Responsável disse acreditar que o próximo capítulo da história da companhia aérea portuguesa "deve ser escrito enquanto parte do Grupo Air France-KLM, partindo deste legado e elevando a TAP a um novo patamar".
A Air France-KLM apresenta esta quinta-feira uma oferta não vinculativa para comprar uma participação minoritária na TAP Air Portugal, anunciou o grupo.
"Reconhecemos o valor que a TAP construiu ao longo dos últimos 81 anos: um hub sólido em Lisboa, uma marca forte e uma oferta única com milhares de portos, proporcionando conectividade de alta qualidade", afirmou o presidente executivo do grupo Air France-KLM, Benjamin Smithm, citado no comunicado esta quinta-feira divulgado.
Na nota, o grupo informa que a proposta não vinculativa foi esta quinta-feira submetida à Parpública.
Citado no comunicado, Benjamin Smithm disse acreditar que o próximo capítulo da história da companhia aérea portuguesa "deve ser escrito enquanto parte do Grupo Air France-KLM, partindo deste legado e elevando a TAP a um novo patamar".
"A TAP encaixa totalmente na estratégia multi-hub da Air France-KLM, e o nosso objetivo é reforçar as operações em Lisboa, ao mesmo tempo que desenvolvemos a conectividade noutras cidades do país, incluindo o Porto.
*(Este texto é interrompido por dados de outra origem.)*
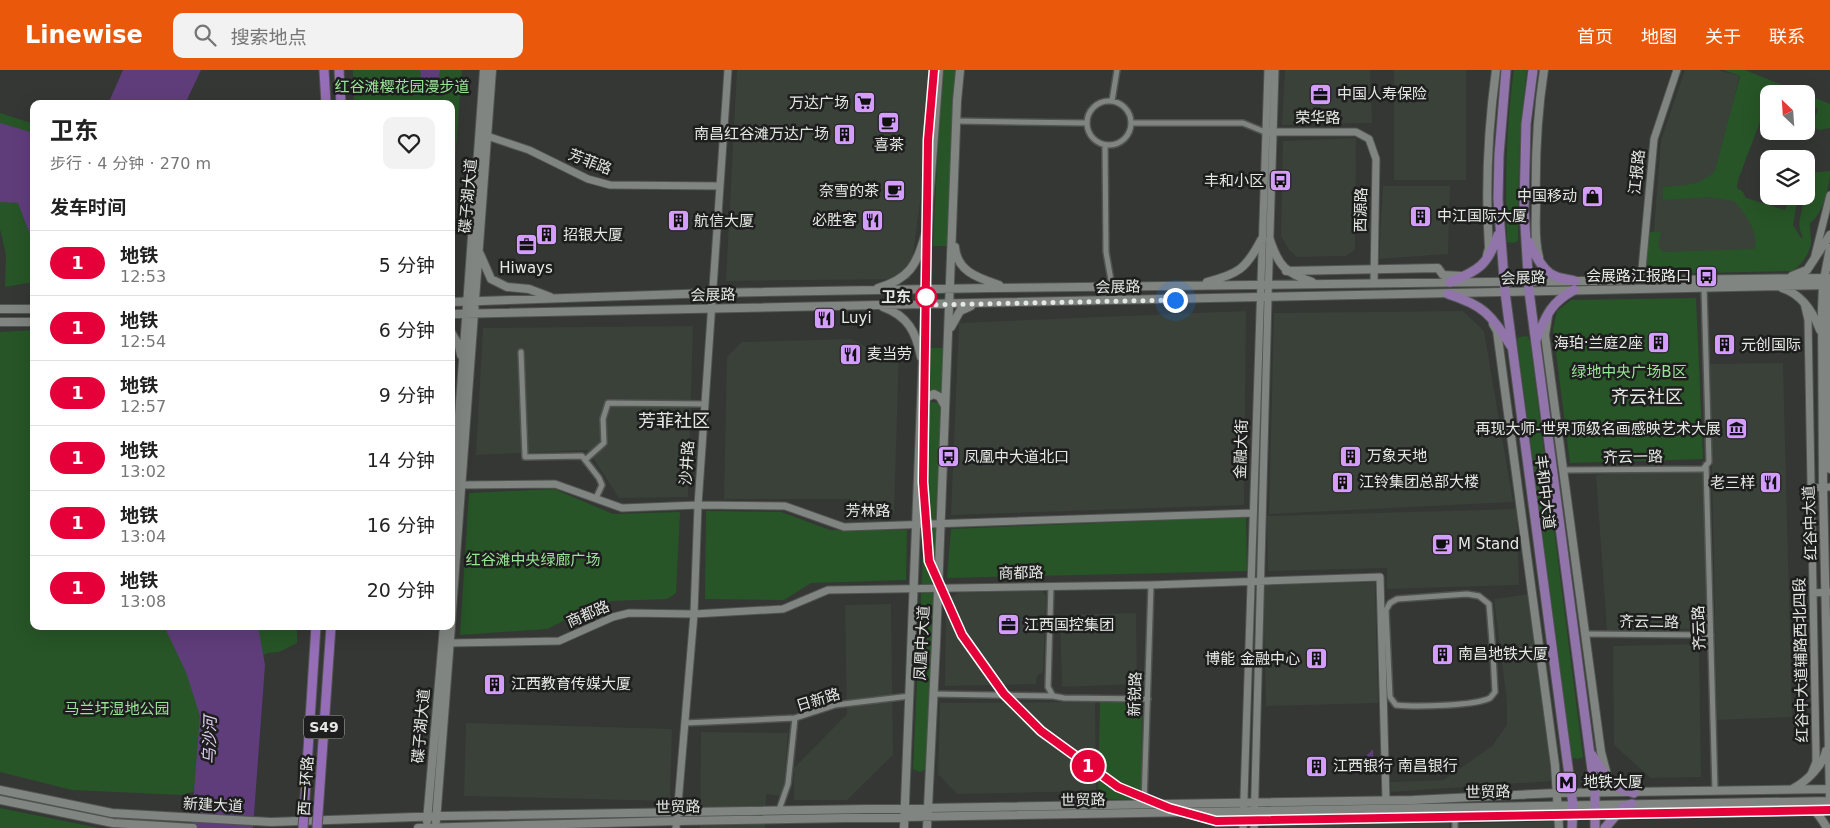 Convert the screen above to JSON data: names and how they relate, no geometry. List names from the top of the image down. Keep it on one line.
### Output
{"streets":{"highway":["S49","西一环路"],"main road":["碟子湖大道","会展路","丰和中大道","红谷中大道","凤凰中大道","世贸路","新建大道"],"street":["荣华路","芳菲路","江报路","西源路","金融大街","齐云一路","沙井路","芳林路","商都路","齐云二路","齐云路","红谷中大道辅路西北四段","新锐路","日新路"]},"crossings":[["荣华路","西源路"],["荣华路","金融大街"],["芳菲路","碟子湖大道"],["芳菲路","沙井路"],["江报路","会展路"],["碟子湖大道","会展路"],["碟子湖大道","芳林路"],["碟子湖大道","商都路"],["碟子湖大道","世贸路"],["碟子湖大道","新建大道"],["西源路","会展路"],["会展路","金融大街"],["会展路","沙井路"],["会展路","丰和中大道"],["会展路","红谷中大道"],["会展路","齐云路"],["会展路","凤凰中大道"],["金融大街","芳林路"],["金融大街","商都路"],["金融大街","世贸路"],["齐云一路","齐云路"],["沙井路","芳林路"],["沙井路","商都路"],["沙井路","世贸路"],["丰和中大道","世贸路"],["芳林路","凤凰中大道"],["红谷中大道","世贸路"],["商都路","凤凰中大道"],["商都路","新锐路"],["商都路","世贸路"],["齐云二路","齐云路"],["齐云路","世贸路"],["凤凰中大道","日新路"],["凤凰中大道","世贸路"],["新锐路","世贸路"],["日新路","世贸路"],["世贸路","新建大道"]],"districts":["齐云社区","芳菲社区"],"water":["乌沙河"],"parks":["红谷滩樱花园漫步道","绿地中央广场B区","红谷滩中央绿廊广场","马兰圩湿地公园"],"places":{"office":["中国人寿保险","Hiways","江西国控集团"],"supermarket":["万达广场"],"cafe":["喜茶","奈雪的茶","M Stand"],"building":["南昌红谷滩万达广场","中江国际大厦","航信大厦","招银大厦","海珀·兰庭2座","元创国际","万象天地","江铃集团总部大楼","南昌地铁大厦","博能 金融中心","江西教育传媒大厦","江西银行 南昌银行"],"bus stop":["丰和小区","会展路江报路口","凤凰中大道北口"],"shop":["中国移动"],"restaurant":["必胜客","Luyi","麦当劳","老三样"],"other":["卫东"],"museum":["再现大师-世界顶级名画感映艺术大展"],"metro station":["地铁大厦"]},"lines":["metro line 1"],"north":"top left","page":{"header":"Linewise","search":"搜索地点","nav":["首页","地图","关于","联系"],"on_map":"1","heading":[["卫东","步行 · 4 分钟 · 270 m"],"发车时间"],"list":[{"mark":"1","name":"地铁","note":"12:53","value":"5 分钟"},{"mark":"1","name":"地铁","note":"12:54","value":"6 分钟"},{"mark":"1","name":"地铁","note":"12:57","value":"9 分钟"},{"mark":"1","name":"地铁","note":"13:02","value":"14 分钟"},{"mark":"1","name":"地铁","note":"13:04","value":"16 分钟"},{"mark":"1","name":"地铁","note":"13:08","value":"20 分钟"}]}}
Aguardamos com expectativa as próximas etapas deste processo de privatização", acrescentou.
O prazo para a entrega de propostas para a privatização da TAP termina esta quinta-feira e três grupos de aviação já tinham manifestado interesse: a Lufthansa, a IAG, dona da Iberia e British Airways, e a Air France-KLM.
Em meados de fevereiro, a Air France-KLM já tinha revelado que estava a trabalhar numa oferta não vinculativa para a privatização da TAP.
A Lufthansa garantiu que não vai desistir da TAP e confirmou que entregará uma proposta não vinculativa, defendendo que é o parceiro com maior capacidade para desenvolver a companhia aérea portuguesa, disse na altura o responsável de estratégia do grupo, Tamur Goudarzi Pour.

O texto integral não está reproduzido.